Being a woman refugee means being always cautious about your safety and security[1]

I have so many plans for today!

Today, I have to meet my team to discuss the launch of the new product. You know, in addition to my main occupation, research and activism, I run a small local travel agency, and, despite all the challenges related to the COVID-19 pandemic, it has been performing very well in the last two years.

Today, I have to visit the eye specialist as I have been undergoing a treatment she prescribed, and it is time to check whether there are some changes and progress (and I hope there are as I am very impatient!). You know, I hate wearing glasses, and I am looking forward to the moment when she allows me to wear my contact lenses again.

Today, I have a long-awaited dinner with my friend in one of the new fancy places she has chosen. You know, life has become so busy recently that it is a real challenge to find some time to meet old friends, and it is such a pity.

But ‘today’ has never come because today is 24 February 2022.

In fact, ‘today’ I was woken up by my mother calling on me with the words: ‘Liliia, the war has started. We need to go to Sveta’s [my cousin’s] house [there is a basement in her house, while there is no in ours]’.

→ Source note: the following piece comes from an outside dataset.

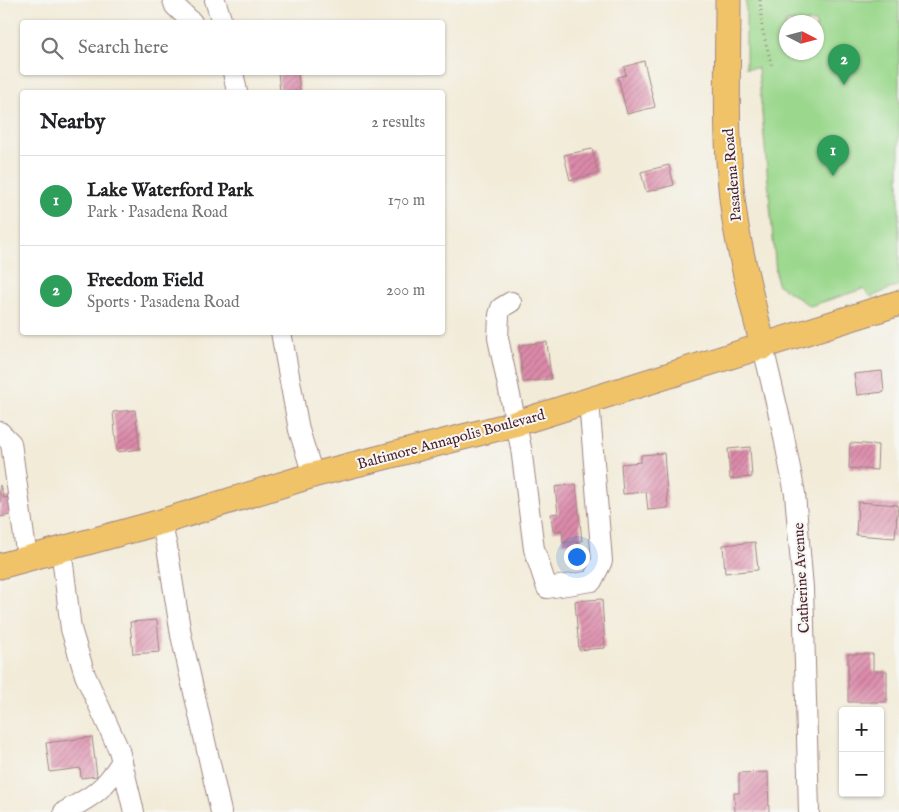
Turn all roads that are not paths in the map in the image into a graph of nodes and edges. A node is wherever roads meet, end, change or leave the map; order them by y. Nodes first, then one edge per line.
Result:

My name is Liliia, and  I was 28 when I was forced to leave my home, my city, my country, my father, my relatives, my friends, my colleagues, my job, and many other things which I referred to as ‘my’. It happened in 24 hours. Early in the morning on 24 February 2022, I was awakened by my mother; actually, I was awakened by the war knocking at our doors. Chaos and panic, airplanes flying above our heads, numerous bombings and missile attacks, crazy traffic jams and people trying to save their lives and escape the city which was once considered to be one of the safest places in the county, lack of understanding of where to go and what to do next, exhaustion. These are the words I would use to describe that day. Already on 25 February 2022, together with my mother and my grandmother, I crossed the Ukrainian border having an empty car and an empty soul.

Ukrainian women of different ages, social, family, and marital statuses, professions, and occupations that were forced to seek protection abroad after 24 February 2022.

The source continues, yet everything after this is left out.